RECORDED INFORMATION
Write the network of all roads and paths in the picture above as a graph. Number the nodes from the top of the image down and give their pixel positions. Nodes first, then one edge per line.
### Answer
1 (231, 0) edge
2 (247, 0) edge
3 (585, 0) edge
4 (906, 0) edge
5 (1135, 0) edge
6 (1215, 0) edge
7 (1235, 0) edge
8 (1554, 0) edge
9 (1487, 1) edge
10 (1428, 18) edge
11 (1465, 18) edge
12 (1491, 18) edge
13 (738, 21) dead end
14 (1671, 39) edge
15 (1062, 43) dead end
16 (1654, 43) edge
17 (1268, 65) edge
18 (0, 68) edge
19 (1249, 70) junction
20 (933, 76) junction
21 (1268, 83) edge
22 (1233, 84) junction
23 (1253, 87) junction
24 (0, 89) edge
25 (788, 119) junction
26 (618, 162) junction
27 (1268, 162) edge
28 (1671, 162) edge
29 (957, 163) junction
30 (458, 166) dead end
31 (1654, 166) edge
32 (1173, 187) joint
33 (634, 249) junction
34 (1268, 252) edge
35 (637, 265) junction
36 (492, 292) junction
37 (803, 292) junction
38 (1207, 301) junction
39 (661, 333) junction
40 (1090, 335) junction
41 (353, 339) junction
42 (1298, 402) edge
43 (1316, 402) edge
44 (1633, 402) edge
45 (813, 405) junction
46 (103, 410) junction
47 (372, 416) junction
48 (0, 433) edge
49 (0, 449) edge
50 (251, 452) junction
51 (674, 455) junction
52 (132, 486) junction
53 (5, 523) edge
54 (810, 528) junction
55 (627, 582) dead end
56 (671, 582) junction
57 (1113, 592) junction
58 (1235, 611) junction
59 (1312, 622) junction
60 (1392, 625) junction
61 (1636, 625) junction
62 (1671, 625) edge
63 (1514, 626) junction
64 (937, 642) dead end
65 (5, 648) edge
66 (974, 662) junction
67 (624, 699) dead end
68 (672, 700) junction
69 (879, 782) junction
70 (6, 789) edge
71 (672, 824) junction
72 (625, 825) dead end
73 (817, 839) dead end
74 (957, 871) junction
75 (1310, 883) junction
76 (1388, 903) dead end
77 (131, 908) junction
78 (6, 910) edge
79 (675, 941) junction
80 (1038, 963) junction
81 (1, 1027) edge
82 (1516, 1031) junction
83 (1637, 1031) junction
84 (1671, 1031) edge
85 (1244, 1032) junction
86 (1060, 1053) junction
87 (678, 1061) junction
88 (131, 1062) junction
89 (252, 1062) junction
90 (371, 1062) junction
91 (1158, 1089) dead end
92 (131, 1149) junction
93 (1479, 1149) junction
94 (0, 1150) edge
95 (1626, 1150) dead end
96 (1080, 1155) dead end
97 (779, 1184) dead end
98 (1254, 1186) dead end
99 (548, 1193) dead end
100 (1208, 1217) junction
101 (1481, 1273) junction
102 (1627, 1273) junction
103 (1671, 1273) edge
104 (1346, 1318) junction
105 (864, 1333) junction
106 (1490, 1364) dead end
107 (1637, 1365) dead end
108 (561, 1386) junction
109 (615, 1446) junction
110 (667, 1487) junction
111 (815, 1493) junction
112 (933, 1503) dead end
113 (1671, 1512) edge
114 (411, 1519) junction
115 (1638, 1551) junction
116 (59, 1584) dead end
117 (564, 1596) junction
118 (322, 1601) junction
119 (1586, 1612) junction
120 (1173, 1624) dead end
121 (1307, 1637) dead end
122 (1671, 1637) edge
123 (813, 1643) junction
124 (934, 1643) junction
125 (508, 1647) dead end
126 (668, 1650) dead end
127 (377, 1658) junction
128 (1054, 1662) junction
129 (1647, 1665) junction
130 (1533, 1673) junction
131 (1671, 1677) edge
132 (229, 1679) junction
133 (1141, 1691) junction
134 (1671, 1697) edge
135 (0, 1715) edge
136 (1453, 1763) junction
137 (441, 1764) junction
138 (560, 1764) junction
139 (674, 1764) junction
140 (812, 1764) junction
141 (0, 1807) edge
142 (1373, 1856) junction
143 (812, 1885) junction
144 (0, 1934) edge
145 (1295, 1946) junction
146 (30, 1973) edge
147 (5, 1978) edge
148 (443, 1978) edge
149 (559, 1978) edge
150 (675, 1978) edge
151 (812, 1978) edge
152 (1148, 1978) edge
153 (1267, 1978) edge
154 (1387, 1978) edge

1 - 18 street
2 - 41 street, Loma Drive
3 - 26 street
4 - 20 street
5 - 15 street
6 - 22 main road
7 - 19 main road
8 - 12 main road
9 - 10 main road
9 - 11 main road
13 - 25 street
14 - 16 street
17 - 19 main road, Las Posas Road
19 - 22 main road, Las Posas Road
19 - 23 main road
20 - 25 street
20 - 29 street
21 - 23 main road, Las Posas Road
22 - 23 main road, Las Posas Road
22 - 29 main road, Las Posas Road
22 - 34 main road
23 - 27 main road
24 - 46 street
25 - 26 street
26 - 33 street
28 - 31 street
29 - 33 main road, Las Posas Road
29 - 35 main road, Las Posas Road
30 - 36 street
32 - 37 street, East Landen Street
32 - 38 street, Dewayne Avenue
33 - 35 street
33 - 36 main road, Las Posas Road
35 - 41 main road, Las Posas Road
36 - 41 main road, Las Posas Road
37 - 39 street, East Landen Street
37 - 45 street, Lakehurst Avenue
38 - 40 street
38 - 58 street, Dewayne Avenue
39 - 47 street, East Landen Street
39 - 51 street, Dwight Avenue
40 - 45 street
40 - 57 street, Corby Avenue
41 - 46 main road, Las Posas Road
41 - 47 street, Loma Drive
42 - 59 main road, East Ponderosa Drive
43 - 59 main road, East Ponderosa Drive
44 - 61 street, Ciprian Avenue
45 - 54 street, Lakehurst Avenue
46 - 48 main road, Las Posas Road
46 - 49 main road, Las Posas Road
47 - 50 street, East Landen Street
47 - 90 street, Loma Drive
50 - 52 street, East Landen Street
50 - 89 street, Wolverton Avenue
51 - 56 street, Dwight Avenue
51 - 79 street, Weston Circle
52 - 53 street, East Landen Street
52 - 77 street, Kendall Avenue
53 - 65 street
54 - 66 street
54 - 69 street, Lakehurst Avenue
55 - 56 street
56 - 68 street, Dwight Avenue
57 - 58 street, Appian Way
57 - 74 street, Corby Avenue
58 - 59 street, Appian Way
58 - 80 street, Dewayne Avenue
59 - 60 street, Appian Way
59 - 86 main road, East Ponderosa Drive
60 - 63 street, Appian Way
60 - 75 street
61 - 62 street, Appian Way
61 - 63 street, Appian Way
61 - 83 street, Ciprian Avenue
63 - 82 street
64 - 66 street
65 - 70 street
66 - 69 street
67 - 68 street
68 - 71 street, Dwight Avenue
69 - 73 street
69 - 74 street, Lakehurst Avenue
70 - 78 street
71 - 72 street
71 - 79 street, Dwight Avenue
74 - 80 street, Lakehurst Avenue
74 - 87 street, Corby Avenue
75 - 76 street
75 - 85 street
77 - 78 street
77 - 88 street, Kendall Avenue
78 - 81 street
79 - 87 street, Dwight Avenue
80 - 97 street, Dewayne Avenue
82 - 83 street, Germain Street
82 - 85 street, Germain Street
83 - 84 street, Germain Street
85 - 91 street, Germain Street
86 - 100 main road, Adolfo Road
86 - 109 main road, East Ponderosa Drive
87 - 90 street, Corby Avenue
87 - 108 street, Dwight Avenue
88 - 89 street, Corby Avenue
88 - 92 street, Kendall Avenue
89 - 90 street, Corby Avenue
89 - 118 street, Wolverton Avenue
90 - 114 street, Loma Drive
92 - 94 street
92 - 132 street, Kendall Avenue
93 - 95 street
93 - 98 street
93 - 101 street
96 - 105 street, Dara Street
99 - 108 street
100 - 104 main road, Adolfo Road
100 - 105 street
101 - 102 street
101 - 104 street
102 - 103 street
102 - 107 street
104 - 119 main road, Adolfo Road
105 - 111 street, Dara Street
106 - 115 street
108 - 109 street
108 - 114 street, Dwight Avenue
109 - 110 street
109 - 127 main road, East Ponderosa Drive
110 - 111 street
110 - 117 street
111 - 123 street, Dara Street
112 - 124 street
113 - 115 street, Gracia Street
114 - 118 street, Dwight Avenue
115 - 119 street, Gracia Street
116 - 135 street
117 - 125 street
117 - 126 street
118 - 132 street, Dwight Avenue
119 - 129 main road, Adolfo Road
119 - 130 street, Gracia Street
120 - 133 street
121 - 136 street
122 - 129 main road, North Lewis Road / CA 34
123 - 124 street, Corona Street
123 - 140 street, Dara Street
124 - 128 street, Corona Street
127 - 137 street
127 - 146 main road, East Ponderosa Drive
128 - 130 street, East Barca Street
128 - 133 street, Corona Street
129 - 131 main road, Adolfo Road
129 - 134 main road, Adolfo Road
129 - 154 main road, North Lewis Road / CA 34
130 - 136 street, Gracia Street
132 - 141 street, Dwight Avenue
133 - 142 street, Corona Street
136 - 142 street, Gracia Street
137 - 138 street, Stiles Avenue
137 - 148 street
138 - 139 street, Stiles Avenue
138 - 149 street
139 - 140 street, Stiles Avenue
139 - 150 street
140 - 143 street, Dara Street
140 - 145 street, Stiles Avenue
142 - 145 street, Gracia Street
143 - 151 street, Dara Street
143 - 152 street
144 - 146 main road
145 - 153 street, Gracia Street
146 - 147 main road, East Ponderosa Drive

ABOUT THIS EXERCISE
Where does the word "Gracia" appear in the listing above? Copy every line that holds it.

RESPONSE BELOW
113 - 115 street, Gracia Street
115 - 119 street, Gracia Street
119 - 130 street, Gracia Street
130 - 136 street, Gracia Street
136 - 142 street, Gracia Street
142 - 145 street, Gracia Street
145 - 153 street, Gracia Street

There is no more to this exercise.